= Requirement =
Please print each record exactly, omitting none of them.

= Source records =
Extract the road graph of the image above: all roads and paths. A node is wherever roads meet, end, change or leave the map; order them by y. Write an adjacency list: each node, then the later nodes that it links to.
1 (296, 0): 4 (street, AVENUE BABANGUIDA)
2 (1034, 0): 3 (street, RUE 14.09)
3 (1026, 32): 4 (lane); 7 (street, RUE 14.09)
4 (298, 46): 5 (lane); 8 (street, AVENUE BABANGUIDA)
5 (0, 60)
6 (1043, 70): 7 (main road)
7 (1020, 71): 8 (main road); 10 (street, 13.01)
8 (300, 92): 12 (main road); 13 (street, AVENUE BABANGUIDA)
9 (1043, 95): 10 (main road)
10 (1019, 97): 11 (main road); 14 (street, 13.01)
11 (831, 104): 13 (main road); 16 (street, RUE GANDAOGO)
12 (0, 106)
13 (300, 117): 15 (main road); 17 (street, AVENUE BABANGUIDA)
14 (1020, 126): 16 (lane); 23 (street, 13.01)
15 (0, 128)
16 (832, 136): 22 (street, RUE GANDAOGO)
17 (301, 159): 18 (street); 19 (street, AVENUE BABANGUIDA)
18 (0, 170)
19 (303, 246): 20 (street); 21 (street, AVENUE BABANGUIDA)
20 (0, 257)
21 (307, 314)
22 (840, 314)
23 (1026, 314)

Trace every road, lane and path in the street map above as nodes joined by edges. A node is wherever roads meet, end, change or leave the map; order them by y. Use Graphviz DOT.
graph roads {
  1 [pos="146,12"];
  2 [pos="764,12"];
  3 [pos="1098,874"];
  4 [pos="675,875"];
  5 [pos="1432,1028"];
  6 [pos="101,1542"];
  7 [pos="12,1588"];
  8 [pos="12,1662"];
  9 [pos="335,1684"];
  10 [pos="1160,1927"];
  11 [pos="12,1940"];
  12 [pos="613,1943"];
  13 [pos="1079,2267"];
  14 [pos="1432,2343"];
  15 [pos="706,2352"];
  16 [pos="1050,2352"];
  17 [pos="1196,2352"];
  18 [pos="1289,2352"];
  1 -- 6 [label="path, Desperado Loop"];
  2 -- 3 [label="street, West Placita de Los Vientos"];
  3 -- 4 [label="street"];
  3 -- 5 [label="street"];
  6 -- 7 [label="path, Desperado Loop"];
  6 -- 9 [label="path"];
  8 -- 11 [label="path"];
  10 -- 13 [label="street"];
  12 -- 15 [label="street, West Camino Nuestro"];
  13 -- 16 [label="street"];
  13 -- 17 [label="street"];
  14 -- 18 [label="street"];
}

= Answer for this exercise =
Extract the road graph of the image above: all roads and paths. A node is wherever roads meet, end, change or leave the map; order them by y. Write an adjacency list: each node, then the later nodes that it links to.
1 (296, 0): 4 (street, AVENUE BABANGUIDA)
2 (1034, 0): 3 (street, RUE 14.09)
3 (1026, 32): 4 (lane); 7 (street, RUE 14.09)
4 (298, 46): 5 (lane); 8 (street, AVENUE BABANGUIDA)
5 (0, 60)
6 (1043, 70): 7 (main road)
7 (1020, 71): 8 (main road); 10 (street, 13.01)
8 (300, 92): 12 (main road); 13 (street, AVENUE BABANGUIDA)
9 (1043, 95): 10 (main road)
10 (1019, 97): 11 (main road); 14 (street, 13.01)
11 (831, 104): 13 (main road); 16 (street, RUE GANDAOGO)
12 (0, 106)
13 (300, 117): 15 (main road); 17 (street, AVENUE BABANGUIDA)
14 (1020, 126): 16 (lane); 23 (street, 13.01)
15 (0, 128)
16 (832, 136): 22 (street, RUE GANDAOGO)
17 (301, 159): 18 (street); 19 (street, AVENUE BABANGUIDA)
18 (0, 170)
19 (303, 246): 20 (street); 21 (street, AVENUE BABANGUIDA)
20 (0, 257)
21 (307, 314)
22 (840, 314)
23 (1026, 314)

Trace every road, lane and path in the street map above as nodes joined by edges. A node is wherever roads meet, end, change or leave the map; order them by y. Use Graphviz DOT.
graph roads {
  1 [pos="146,12"];
  2 [pos="764,12"];
  3 [pos="1098,874"];
  4 [pos="675,875"];
  5 [pos="1432,1028"];
  6 [pos="101,1542"];
  7 [pos="12,1588"];
  8 [pos="12,1662"];
  9 [pos="335,1684"];
  10 [pos="1160,1927"];
  11 [pos="12,1940"];
  12 [pos="613,1943"];
  13 [pos="1079,2267"];
  14 [pos="1432,2343"];
  15 [pos="706,2352"];
  16 [pos="1050,2352"];
  17 [pos="1196,2352"];
  18 [pos="1289,2352"];
  1 -- 6 [label="path, Desperado Loop"];
  2 -- 3 [label="street, West Placita de Los Vientos"];
  3 -- 4 [label="street"];
  3 -- 5 [label="street"];
  6 -- 7 [label="path, Desperado Loop"];
  6 -- 9 [label="path"];
  8 -- 11 [label="path"];
  10 -- 13 [label="street"];
  12 -- 15 [label="street, West Camino Nuestro"];
  13 -- 16 [label="street"];
  13 -- 17 [label="street"];
  14 -- 18 [label="street"];
}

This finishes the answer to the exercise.